Politics
OPM staff shortages hinder fraud risk reviews of FEHB
Employee departures at the Office of Personnel Management are contributing to the agency’s ongoing challenges with addressing fraud risks in the Federal Employees Health Benefits program.
A new report from the Government Accountability Office dug into whether OPM had considered assessing various factors that create risks for fraud in the government’s health insurance program for federal employees. But partially due to recent staffing vacancies, OPM was unable to provide a clear answer.
OPM officials “could not explain or provide documentation as to whether these inherent risks were considered as part of the assessment process, and why the resulting fraud risk profile does not address these risks,” GAO wrote on Thursday.
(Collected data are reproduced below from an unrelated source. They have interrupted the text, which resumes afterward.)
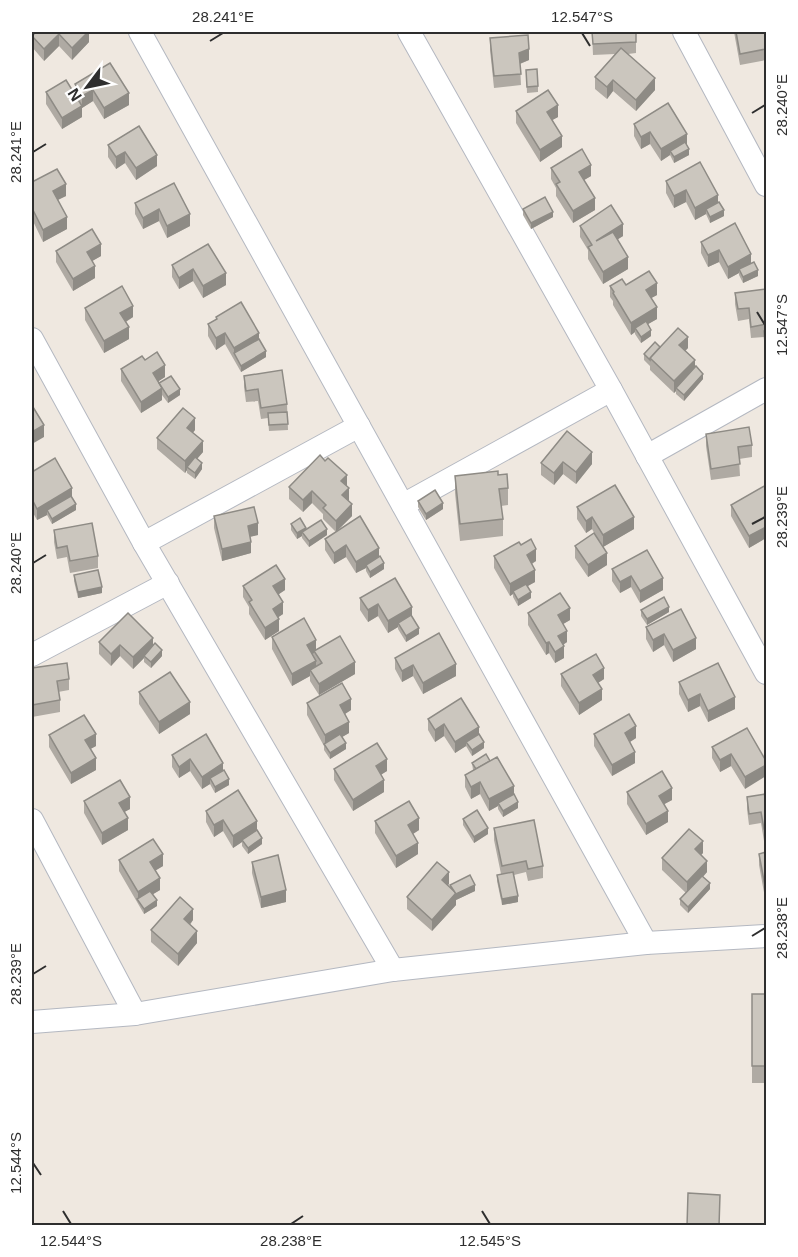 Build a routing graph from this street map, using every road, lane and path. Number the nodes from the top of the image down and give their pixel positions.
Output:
1 (140, 32) edge
2 (409, 32) edge
3 (684, 32) edge
4 (766, 185) edge
5 (32, 339) edge
6 (766, 389) edge
7 (611, 390) junction
8 (359, 426) junction
9 (647, 456) junction
10 (403, 505) junction
11 (144, 543) junction
12 (168, 584) junction
13 (32, 656) edge
14 (766, 673) edge
15 (32, 820) edge
16 (766, 936) edge
17 (646, 943) junction
18 (393, 970) junction
19 (135, 1014) junction
20 (32, 1022) edge

1 - 8 street
2 - 7 street
3 - 4 street
5 - 11 street
6 - 9 street
7 - 9 street
7 - 10 street
8 - 10 street
8 - 11 street
9 - 14 street
10 - 17 street
11 - 12 street
12 - 13 street
12 - 18 street
15 - 19 street
16 - 17 street
17 - 18 street
18 - 19 street
19 - 20 street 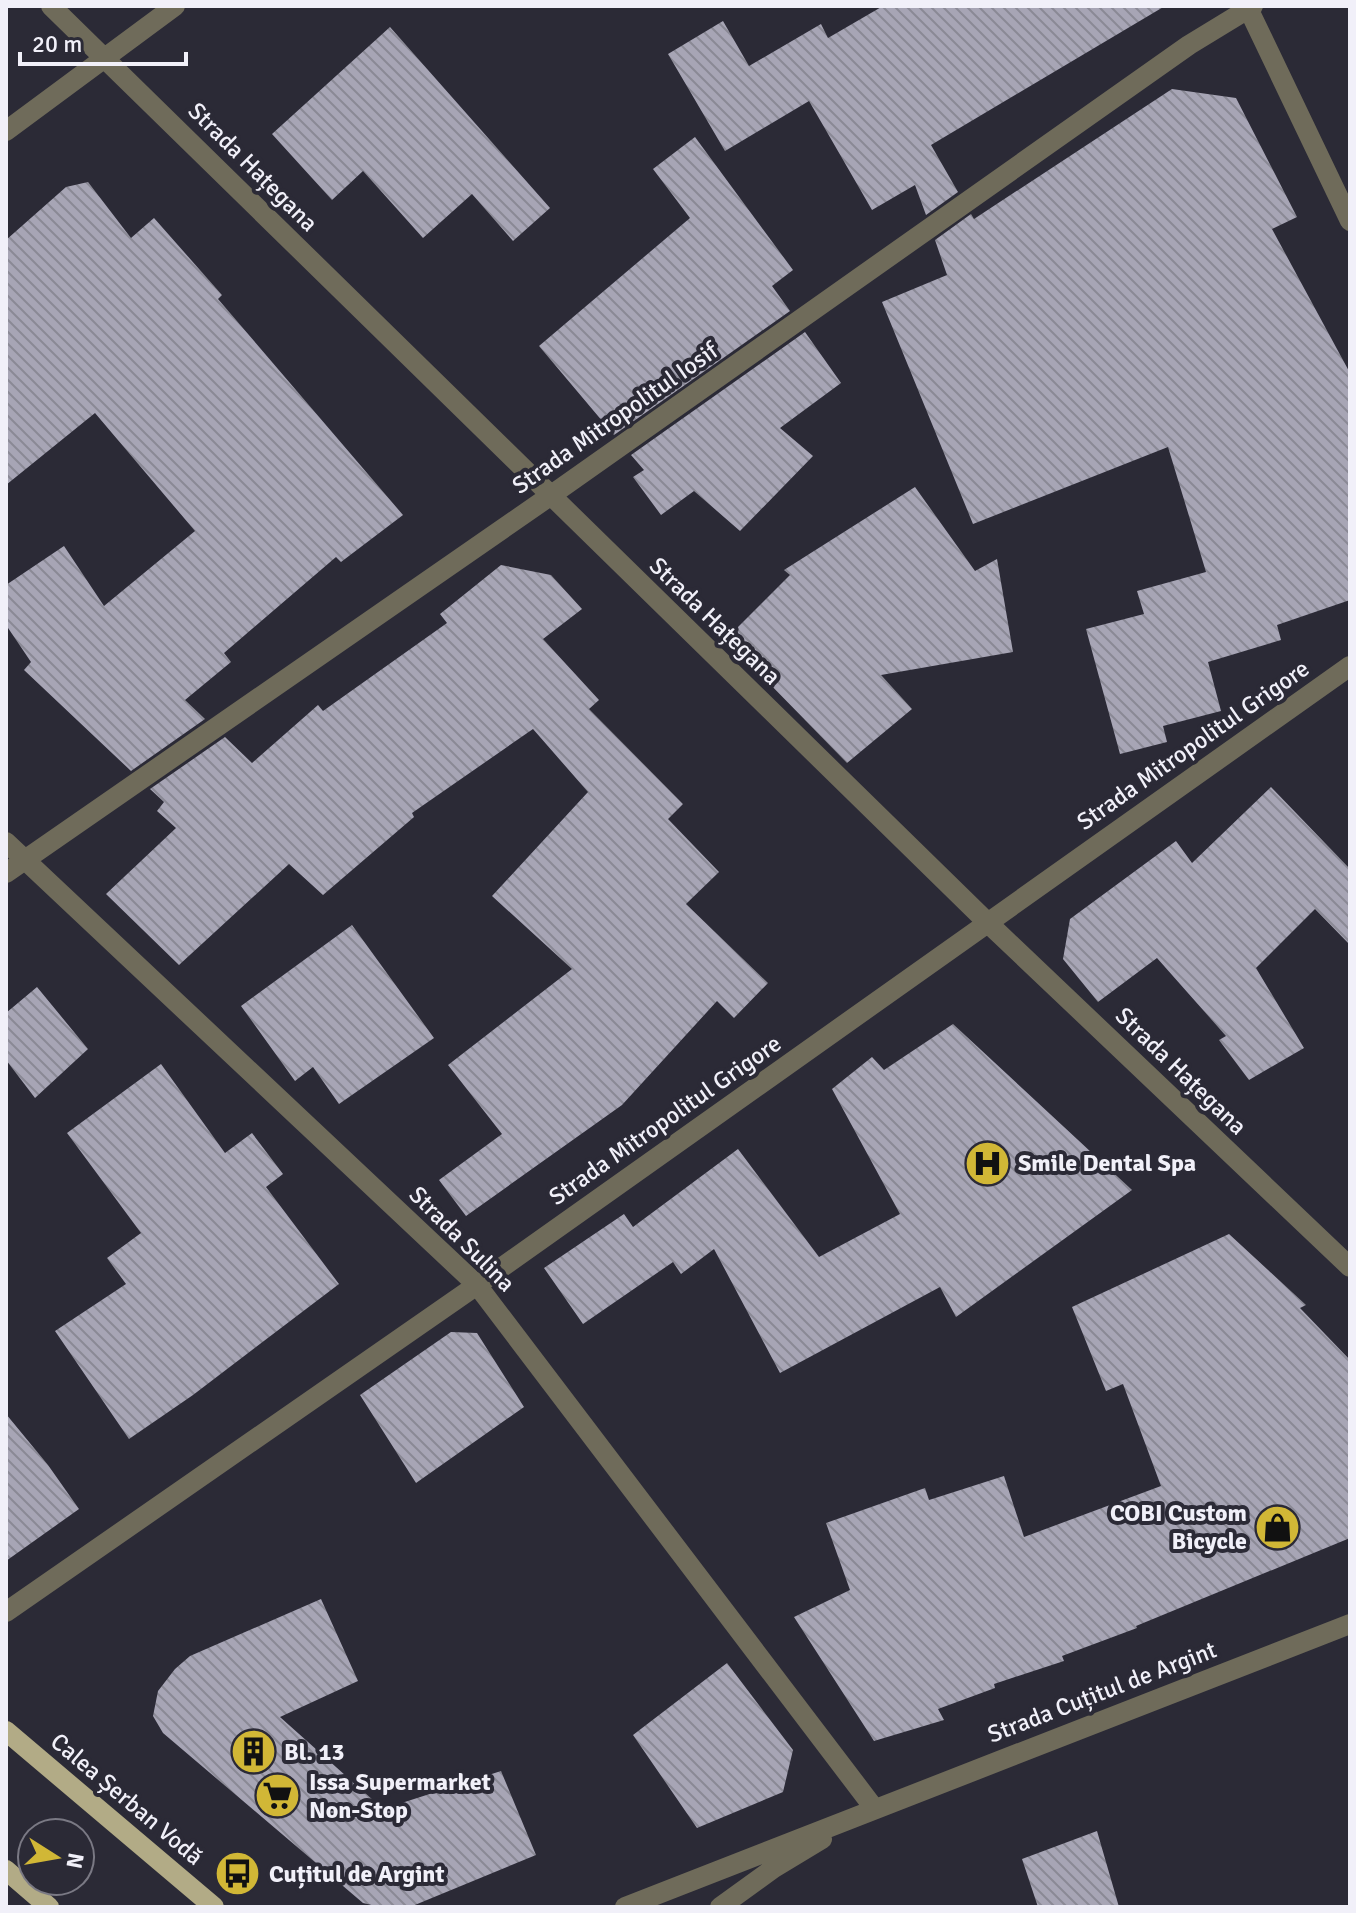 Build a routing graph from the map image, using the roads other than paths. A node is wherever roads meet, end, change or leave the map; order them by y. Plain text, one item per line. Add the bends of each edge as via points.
1 (51, 6) edge
2 (175, 6) edge
3 (1249, 7) edge
4 (104, 57) junction
5 (6, 131) edge
6 (1350, 221) edge
7 (550, 496) junction
8 (1350, 666) edge
9 (6, 842) edge
10 (25, 859) junction
11 (6, 873) edge
12 (988, 923) junction
13 (1350, 1267) edge
14 (477, 1285) junction
15 (6, 1612) edge
16 (1350, 1624) edge
17 (6, 1731) edge
18 (874, 1808) junction
19 (6, 1870) edge
20 (49, 1907) edge
21 (214, 1907) edge
22 (625, 1907) edge
23 (720, 1907) edge

1 - 4 street, Strada Hațegana
2 - 4 street
3 - 6 street
3 - 7 street, Strada Mitropolitul Iosif
4 - 5 street
4 - 7 street, Strada Hațegana
7 - 10 street, Strada Mitropolitul Iosif
7 - 12 street, Strada Hațegana
8 - 12 street, Strada Mitropolitul Grigore
9 - 10 street, Strada Sulina
10 - 11 street, Strada Mitropolitul Iosif
10 - 14 street, Strada Sulina
12 - 13 street, Strada Hațegana
12 - 14 street, Strada Mitropolitul Grigore
14 - 15 street, Strada Mitropolitul Grigore
14 - 18 street, Strada Sulina
16 - 18 street, Strada Cuțitul de Argint
17 - 21 main road, Calea Șerban Vodă
18 - 22 street, Strada Cuțitul de Argint
18 - 23 street, Strada Cuțitul de Argint
19 - 20 main road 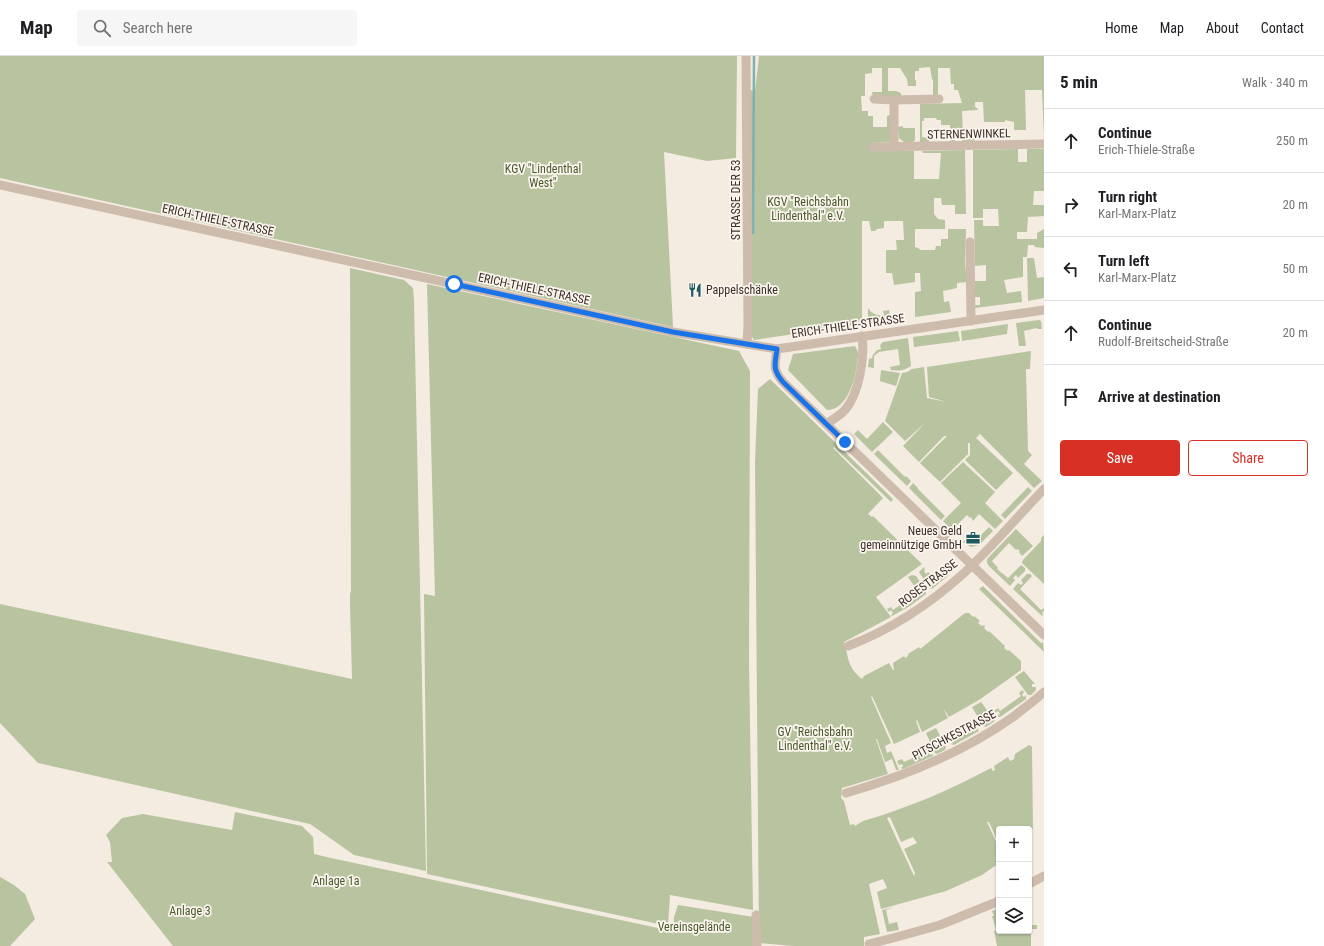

Amid the overhauls that have taken place in OPM’s internal workforce over the last several months, agency officials who were previously responsible for conducting fraud risk assessments have left their jobs, according to GAO’s report.
OPM has also paused work on its enterprise risk management (ERM) efforts, GAO found, with no clear timeline for when ERM processes will resume. For the time being, OPM officials told GAO that the agency is instead prioritizing the Trump administration’s efforts to restructure the federal workforce.
Prior to 2025, OPM’s Risk Management Council was leading the agency’s efforts to assess fraud risks in the FEHB program. But after reductions in force and reorganizations across the agency, OPM officials told GAO they are now “uncertain” whether RMC will remain the lead on those efforts, or who will be in charge of fraud risk assessment work moving forward.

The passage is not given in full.